Only the lines with "dead" in the entries below belong in the answer; please copy them.

Collected data entries:
+-------+
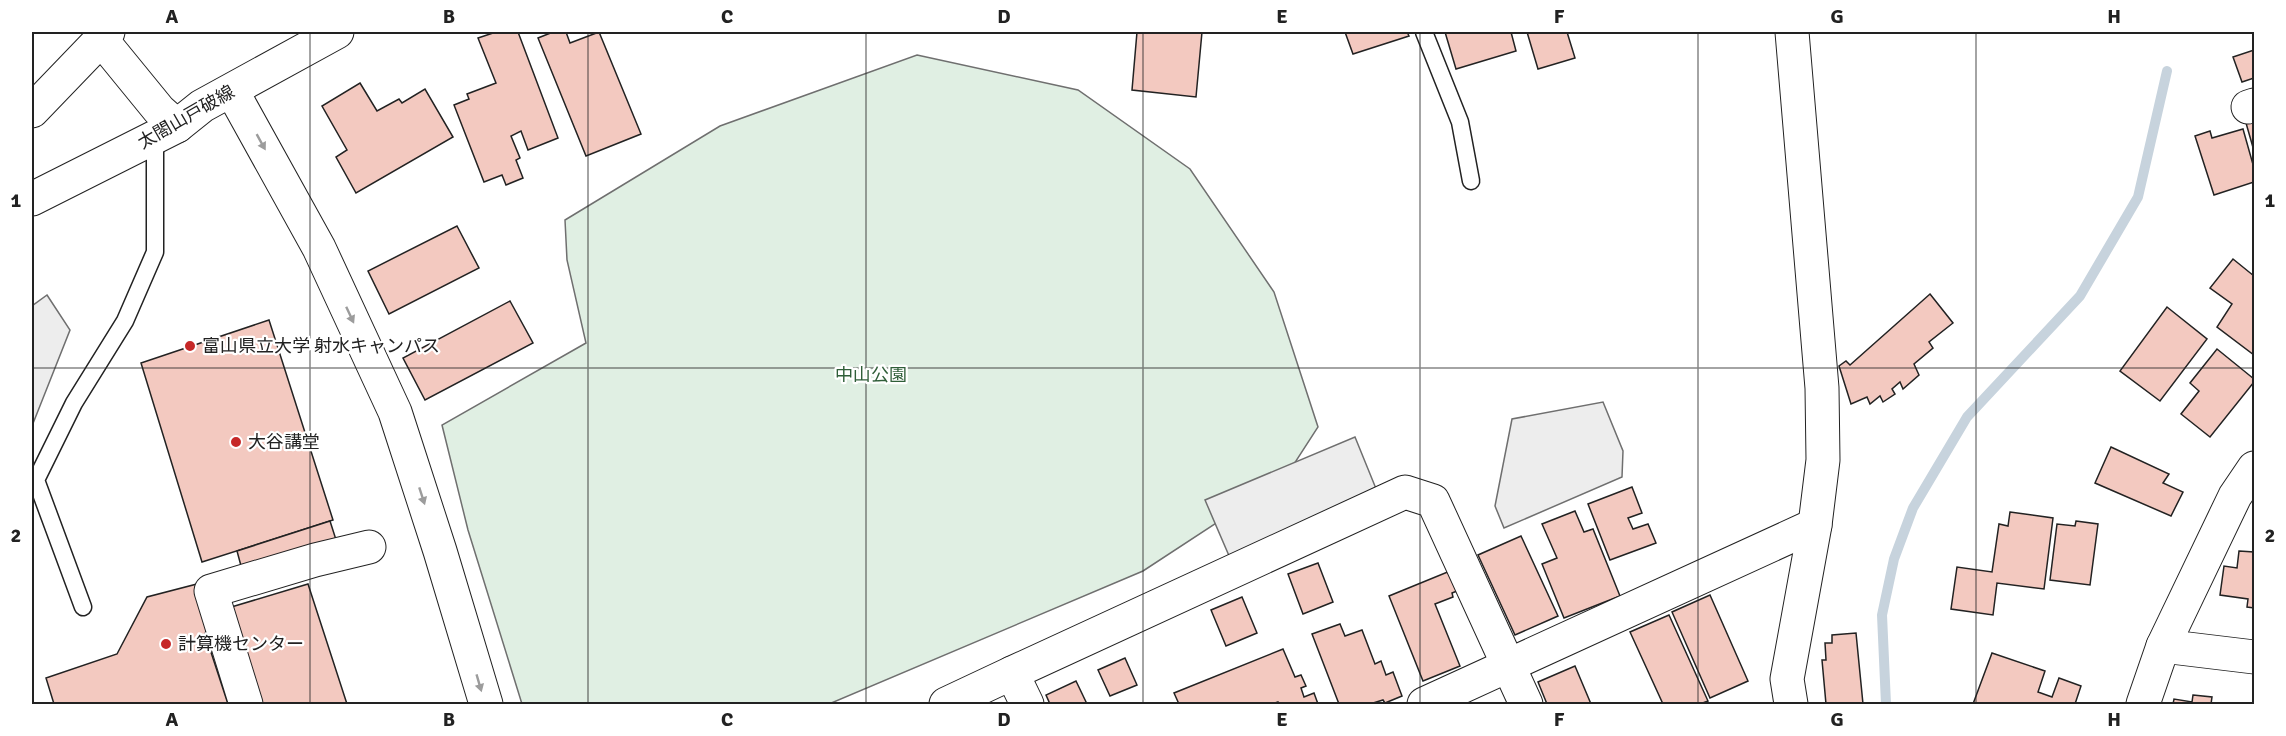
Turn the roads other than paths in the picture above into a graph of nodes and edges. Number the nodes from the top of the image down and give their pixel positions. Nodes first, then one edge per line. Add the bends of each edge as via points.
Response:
1 (337, 32) edge
2 (1424, 32) edge
3 (1792, 32) edge
4 (104, 35) edge
5 (232, 91) junction
6 (32, 111) edge
7 (166, 131) junction
8 (1471, 181) dead end
9 (32, 199) edge
10 (2254, 468) edge
11 (1815, 525) junction
12 (369, 547) dead end
13 (83, 607) dead end
14 (2163, 646) junction
15 (2254, 657) edge
16 (1506, 666) junction
17 (1012, 673) junction
18 (246, 705) edge
19 (486, 705) edge
20 (946, 705) edge
21 (1027, 705) edge
22 (1424, 705) edge
23 (1526, 705) edge
24 (1791, 705) edge
25 (2143, 705) edge

1 - 5 street, 太閤山戸破線
2 - 8 lane via 1461,122
3 - 11 street via 1822,388 1823,460
4 - 6 street
4 - 7 street via 159,110
5 - 7 street, 太閤山戸破線
5 -> 19 street via 319,248 395,412
7 - 9 street, 太閤山戸破線
7 - 13 lane via 155,252 125,321 74,403 36,480
10 - 14 street via 2235,496
11 - 16 street
11 - 24 street via 1787,679
12 - 18 street via 211,591
14 - 15 street
14 - 25 street
16 - 17 street via 1433,501 1405,492
16 - 22 street
16 - 23 street
17 - 20 street
17 - 21 street

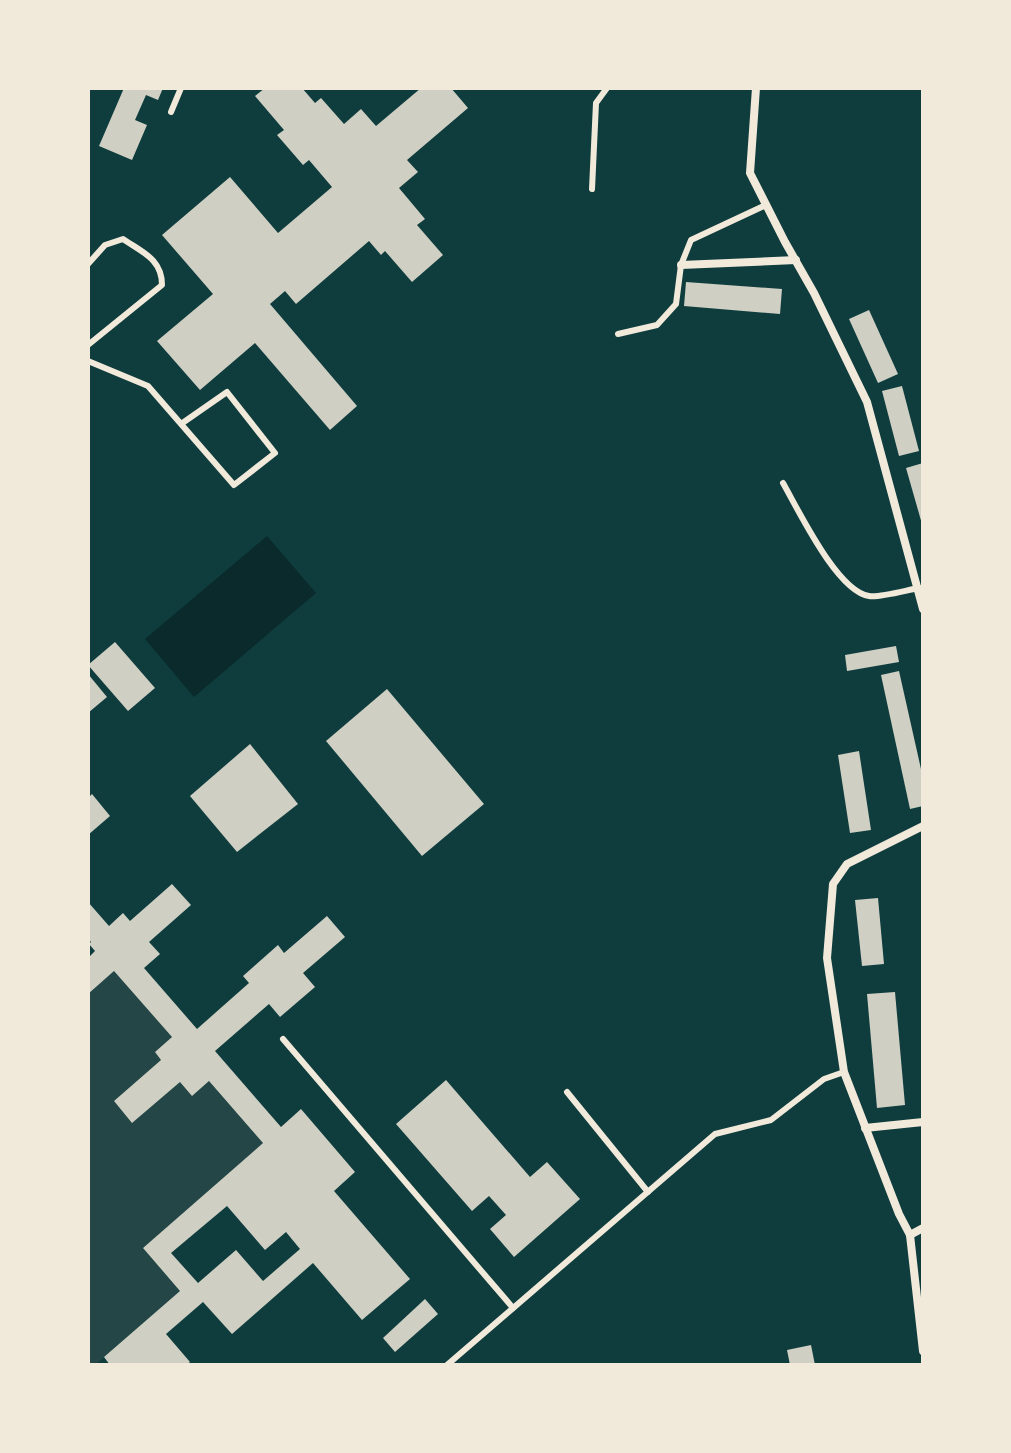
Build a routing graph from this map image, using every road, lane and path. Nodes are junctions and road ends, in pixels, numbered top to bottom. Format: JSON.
{"nodes":[{"id":1,"x":181,"y":88,"type":"edge"},
{"id":2,"x":607,"y":88,"type":"edge"},
{"id":3,"x":756,"y":88,"type":"edge"},
{"id":4,"x":171,"y":112,"type":"dead end"},
{"id":5,"x":592,"y":189,"type":"dead end"},
{"id":6,"x":766,"y":205,"type":"junction"},
{"id":7,"x":796,"y":260,"type":"junction"},
{"id":8,"x":88,"y":264,"type":"edge"},
{"id":9,"x":681,"y":265,"type":"junction"},
{"id":10,"x":618,"y":334,"type":"dead end"},
{"id":11,"x":88,"y":345,"type":"edge"},
{"id":12,"x":88,"y":361,"type":"edge"},
{"id":13,"x":181,"y":424,"type":"junction"},
{"id":14,"x":783,"y":483,"type":"dead end"},
{"id":15,"x":919,"y":588,"type":"junction"},
{"id":16,"x":923,"y":609,"type":"edge"},
{"id":17,"x":923,"y":826,"type":"edge"},
{"id":18,"x":283,"y":1039,"type":"dead end"},
{"id":19,"x":844,"y":1072,"type":"junction"},
{"id":20,"x":567,"y":1092,"type":"dead end"},
{"id":21,"x":923,"y":1122,"type":"edge"},
{"id":22,"x":865,"y":1128,"type":"junction"},
{"id":23,"x":648,"y":1192,"type":"junction"},
{"id":24,"x":923,"y":1228,"type":"edge"},
{"id":25,"x":910,"y":1235,"type":"junction"},
{"id":26,"x":513,"y":1308,"type":"junction"},
{"id":27,"x":921,"y":1308,"type":"edge"},
{"id":28,"x":923,"y":1351,"type":"edge"},
{"id":29,"x":447,"y":1365,"type":"edge"}],
"edges":[{"from":1,"to":4,"type":"lane"},
{"from":2,"to":5,"type":"lane"},
{"from":3,"to":6,"type":"street"},
{"from":6,"to":7,"type":"street"},
{"from":6,"to":9,"type":"lane"},
{"from":7,"to":9,"type":"street"},
{"from":7,"to":15,"type":"street"},
{"from":8,"to":11,"type":"lane"},
{"from":9,"to":10,"type":"lane"},
{"from":12,"to":13,"type":"lane"},
{"from":13,"to":13,"type":"lane"},
{"from":14,"to":15,"type":"lane"},
{"from":15,"to":16,"type":"street"},
{"from":17,"to":19,"type":"street"},
{"from":18,"to":26,"type":"lane"},
{"from":19,"to":22,"type":"street"},
{"from":19,"to":23,"type":"lane"},
{"from":20,"to":23,"type":"lane"},
{"from":21,"to":22,"type":"street"},
{"from":22,"to":25,"type":"street"},
{"from":23,"to":26,"type":"lane"},
{"from":24,"to":25,"type":"street"},
{"from":25,"to":27,"type":"street"},
{"from":26,"to":29,"type":"lane"},
{"from":27,"to":28,"type":"street"}]}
+-------+
• Answer to this problem:
8 (1471, 181) dead end
12 (369, 547) dead end
13 (83, 607) dead end
{"id":4,"x":171,"y":112,"type":"dead end"},
{"id":5,"x":592,"y":189,"type":"dead end"},
{"id":10,"x":618,"y":334,"type":"dead end"},
{"id":14,"x":783,"y":483,"type":"dead end"},
{"id":18,"x":283,"y":1039,"type":"dead end"},
{"id":20,"x":567,"y":1092,"type":"dead end"},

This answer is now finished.